### To do
Repeat the records below line by line, exactly, finishing on the line that contains "I need the junctions".

━━━ Records for this exercise ━━━

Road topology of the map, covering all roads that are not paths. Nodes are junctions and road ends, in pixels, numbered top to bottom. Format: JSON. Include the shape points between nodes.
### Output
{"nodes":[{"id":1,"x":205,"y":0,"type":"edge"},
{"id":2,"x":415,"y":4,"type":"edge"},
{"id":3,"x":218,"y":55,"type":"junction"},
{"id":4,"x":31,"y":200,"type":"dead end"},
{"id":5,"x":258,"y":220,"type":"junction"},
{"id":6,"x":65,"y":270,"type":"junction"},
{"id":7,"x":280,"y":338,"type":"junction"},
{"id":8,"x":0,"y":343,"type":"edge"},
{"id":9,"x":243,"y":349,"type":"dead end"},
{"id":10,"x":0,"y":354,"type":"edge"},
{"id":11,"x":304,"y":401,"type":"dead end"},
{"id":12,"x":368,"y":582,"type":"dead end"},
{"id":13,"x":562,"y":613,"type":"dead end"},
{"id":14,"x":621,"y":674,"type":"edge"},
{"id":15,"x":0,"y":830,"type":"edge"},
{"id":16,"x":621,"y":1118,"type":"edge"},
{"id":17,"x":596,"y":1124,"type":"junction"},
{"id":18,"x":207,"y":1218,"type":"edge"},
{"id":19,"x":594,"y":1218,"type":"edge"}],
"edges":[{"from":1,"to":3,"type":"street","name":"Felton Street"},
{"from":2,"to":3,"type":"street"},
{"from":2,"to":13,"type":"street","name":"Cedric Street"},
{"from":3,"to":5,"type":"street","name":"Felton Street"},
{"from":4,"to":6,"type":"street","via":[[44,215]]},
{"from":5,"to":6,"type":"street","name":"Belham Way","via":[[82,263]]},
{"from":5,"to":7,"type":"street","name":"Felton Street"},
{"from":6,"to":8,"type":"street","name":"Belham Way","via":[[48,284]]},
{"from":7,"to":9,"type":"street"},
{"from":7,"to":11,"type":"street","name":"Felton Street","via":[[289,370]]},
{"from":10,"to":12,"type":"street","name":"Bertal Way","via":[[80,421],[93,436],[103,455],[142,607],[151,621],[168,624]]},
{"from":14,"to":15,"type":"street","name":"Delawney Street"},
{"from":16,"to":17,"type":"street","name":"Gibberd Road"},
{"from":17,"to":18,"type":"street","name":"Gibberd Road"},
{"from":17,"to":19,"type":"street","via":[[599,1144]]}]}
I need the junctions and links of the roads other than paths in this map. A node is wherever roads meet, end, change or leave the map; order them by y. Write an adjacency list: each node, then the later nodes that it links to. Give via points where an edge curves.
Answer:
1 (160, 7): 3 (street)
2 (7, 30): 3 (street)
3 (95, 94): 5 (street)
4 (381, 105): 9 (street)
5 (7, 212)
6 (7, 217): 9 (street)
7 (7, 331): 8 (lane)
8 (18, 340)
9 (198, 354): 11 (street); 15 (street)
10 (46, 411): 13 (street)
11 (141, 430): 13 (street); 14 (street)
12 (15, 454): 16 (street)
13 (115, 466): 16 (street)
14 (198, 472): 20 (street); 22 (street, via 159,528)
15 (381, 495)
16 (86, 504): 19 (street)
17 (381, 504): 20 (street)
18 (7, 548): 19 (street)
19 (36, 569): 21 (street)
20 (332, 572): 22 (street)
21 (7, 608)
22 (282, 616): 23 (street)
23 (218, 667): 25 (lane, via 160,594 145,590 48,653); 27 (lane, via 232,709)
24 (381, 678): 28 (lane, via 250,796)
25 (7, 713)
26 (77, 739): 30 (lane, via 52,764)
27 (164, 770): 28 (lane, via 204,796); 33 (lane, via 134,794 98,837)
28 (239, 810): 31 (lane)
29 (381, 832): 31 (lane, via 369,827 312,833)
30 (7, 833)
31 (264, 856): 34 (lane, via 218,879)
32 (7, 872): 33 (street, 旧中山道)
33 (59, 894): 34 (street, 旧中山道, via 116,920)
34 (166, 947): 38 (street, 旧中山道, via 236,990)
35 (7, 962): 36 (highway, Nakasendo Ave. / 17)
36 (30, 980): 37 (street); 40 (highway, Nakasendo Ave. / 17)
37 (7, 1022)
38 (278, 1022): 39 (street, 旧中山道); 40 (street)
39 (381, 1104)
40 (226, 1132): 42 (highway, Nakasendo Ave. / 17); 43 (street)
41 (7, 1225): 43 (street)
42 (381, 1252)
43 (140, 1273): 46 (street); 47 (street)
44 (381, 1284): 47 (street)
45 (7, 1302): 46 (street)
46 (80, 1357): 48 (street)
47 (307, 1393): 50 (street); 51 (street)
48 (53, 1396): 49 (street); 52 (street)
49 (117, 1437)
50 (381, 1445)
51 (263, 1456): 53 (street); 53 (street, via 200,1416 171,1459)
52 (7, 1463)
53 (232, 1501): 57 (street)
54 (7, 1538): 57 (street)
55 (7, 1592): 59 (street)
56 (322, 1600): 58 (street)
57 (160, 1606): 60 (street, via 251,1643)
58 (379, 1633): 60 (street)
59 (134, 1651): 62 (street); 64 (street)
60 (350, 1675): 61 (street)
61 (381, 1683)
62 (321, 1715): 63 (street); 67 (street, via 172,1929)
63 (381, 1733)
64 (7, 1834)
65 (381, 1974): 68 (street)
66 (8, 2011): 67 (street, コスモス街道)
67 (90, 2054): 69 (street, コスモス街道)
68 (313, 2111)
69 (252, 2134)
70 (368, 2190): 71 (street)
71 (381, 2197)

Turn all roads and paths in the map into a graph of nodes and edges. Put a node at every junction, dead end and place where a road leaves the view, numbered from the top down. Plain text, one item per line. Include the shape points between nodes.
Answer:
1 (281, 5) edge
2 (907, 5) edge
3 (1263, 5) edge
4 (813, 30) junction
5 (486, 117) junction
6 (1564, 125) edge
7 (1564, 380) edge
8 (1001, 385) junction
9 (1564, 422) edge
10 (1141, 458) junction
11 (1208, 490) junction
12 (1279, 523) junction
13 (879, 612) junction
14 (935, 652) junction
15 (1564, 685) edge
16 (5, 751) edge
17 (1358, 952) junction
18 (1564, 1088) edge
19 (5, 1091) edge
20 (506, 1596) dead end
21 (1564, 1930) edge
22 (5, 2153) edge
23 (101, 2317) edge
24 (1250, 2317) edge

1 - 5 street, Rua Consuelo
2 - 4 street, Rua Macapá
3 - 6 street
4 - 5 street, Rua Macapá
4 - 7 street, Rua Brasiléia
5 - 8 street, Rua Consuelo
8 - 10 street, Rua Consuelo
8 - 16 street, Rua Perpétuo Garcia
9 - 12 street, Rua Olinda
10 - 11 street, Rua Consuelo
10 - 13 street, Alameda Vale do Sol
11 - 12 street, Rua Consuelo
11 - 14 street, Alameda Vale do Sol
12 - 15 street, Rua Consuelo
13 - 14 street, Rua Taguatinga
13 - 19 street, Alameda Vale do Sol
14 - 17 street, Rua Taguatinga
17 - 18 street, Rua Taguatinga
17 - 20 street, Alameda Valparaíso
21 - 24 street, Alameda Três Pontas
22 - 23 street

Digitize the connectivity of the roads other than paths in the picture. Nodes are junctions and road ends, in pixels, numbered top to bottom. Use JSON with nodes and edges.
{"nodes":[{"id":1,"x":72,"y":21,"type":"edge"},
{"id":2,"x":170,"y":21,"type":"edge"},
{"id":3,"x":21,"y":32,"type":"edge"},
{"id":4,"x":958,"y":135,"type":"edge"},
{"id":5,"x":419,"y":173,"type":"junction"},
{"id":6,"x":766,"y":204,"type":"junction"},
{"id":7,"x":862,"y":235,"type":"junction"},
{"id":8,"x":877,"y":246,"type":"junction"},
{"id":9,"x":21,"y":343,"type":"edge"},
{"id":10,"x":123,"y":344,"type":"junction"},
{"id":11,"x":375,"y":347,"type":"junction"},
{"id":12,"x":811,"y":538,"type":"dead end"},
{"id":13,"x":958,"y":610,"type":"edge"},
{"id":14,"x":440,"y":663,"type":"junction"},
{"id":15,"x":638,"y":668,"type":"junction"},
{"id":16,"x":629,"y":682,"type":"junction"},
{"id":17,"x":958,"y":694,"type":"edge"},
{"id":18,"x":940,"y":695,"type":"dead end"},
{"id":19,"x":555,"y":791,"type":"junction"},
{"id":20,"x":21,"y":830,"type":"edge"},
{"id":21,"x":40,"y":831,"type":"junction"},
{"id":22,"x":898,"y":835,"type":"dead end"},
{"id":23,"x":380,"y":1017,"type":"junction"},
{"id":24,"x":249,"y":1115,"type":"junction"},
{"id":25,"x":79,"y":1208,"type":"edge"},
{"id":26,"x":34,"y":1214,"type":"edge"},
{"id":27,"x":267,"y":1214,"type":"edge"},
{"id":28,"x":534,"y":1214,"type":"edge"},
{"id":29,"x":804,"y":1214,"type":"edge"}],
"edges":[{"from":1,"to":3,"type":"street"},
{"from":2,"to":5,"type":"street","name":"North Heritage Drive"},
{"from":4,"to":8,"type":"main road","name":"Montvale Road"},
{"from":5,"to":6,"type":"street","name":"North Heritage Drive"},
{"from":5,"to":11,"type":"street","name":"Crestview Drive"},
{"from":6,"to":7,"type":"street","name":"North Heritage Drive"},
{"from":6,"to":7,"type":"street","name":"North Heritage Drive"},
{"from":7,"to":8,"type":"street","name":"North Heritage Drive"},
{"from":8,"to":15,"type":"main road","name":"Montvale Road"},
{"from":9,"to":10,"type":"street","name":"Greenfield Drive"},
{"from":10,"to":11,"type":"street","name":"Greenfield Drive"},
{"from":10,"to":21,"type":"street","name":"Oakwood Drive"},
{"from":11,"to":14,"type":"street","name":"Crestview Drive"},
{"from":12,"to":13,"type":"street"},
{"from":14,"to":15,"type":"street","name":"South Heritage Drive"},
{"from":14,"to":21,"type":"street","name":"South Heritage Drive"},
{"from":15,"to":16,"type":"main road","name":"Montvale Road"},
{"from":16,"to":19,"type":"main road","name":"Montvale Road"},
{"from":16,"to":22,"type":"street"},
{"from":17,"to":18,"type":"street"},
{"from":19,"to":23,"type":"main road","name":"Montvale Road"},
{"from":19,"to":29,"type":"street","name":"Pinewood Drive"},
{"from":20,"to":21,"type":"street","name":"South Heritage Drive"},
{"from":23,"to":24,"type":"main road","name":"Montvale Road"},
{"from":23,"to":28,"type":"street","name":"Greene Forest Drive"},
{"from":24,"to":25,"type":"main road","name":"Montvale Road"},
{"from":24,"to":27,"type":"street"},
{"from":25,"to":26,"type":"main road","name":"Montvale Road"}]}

━━━

### Response to this exercise
Road topology of the map, covering all roads that are not paths. Nodes are junctions and road ends, in pixels, numbered top to bottom. Format: JSON. Include the shape points between nodes.
### Output
{"nodes":[{"id":1,"x":205,"y":0,"type":"edge"},
{"id":2,"x":415,"y":4,"type":"edge"},
{"id":3,"x":218,"y":55,"type":"junction"},
{"id":4,"x":31,"y":200,"type":"dead end"},
{"id":5,"x":258,"y":220,"type":"junction"},
{"id":6,"x":65,"y":270,"type":"junction"},
{"id":7,"x":280,"y":338,"type":"junction"},
{"id":8,"x":0,"y":343,"type":"edge"},
{"id":9,"x":243,"y":349,"type":"dead end"},
{"id":10,"x":0,"y":354,"type":"edge"},
{"id":11,"x":304,"y":401,"type":"dead end"},
{"id":12,"x":368,"y":582,"type":"dead end"},
{"id":13,"x":562,"y":613,"type":"dead end"},
{"id":14,"x":621,"y":674,"type":"edge"},
{"id":15,"x":0,"y":830,"type":"edge"},
{"id":16,"x":621,"y":1118,"type":"edge"},
{"id":17,"x":596,"y":1124,"type":"junction"},
{"id":18,"x":207,"y":1218,"type":"edge"},
{"id":19,"x":594,"y":1218,"type":"edge"}],
"edges":[{"from":1,"to":3,"type":"street","name":"Felton Street"},
{"from":2,"to":3,"type":"street"},
{"from":2,"to":13,"type":"street","name":"Cedric Street"},
{"from":3,"to":5,"type":"street","name":"Felton Street"},
{"from":4,"to":6,"type":"street","via":[[44,215]]},
{"from":5,"to":6,"type":"street","name":"Belham Way","via":[[82,263]]},
{"from":5,"to":7,"type":"street","name":"Felton Street"},
{"from":6,"to":8,"type":"street","name":"Belham Way","via":[[48,284]]},
{"from":7,"to":9,"type":"street"},
{"from":7,"to":11,"type":"street","name":"Felton Street","via":[[289,370]]},
{"from":10,"to":12,"type":"street","name":"Bertal Way","via":[[80,421],[93,436],[103,455],[142,607],[151,621],[168,624]]},
{"from":14,"to":15,"type":"street","name":"Delawney Street"},
{"from":16,"to":17,"type":"street","name":"Gibberd Road"},
{"from":17,"to":18,"type":"street","name":"Gibberd Road"},
{"from":17,"to":19,"type":"street","via":[[599,1144]]}]}
I need the junctions and links of the roads other than paths in this map. A node is wherever roads meet, end, change or leave the map; order them by y. Write an adjacency list: each node, then the later nodes that it links to. Give via points where an edge curves.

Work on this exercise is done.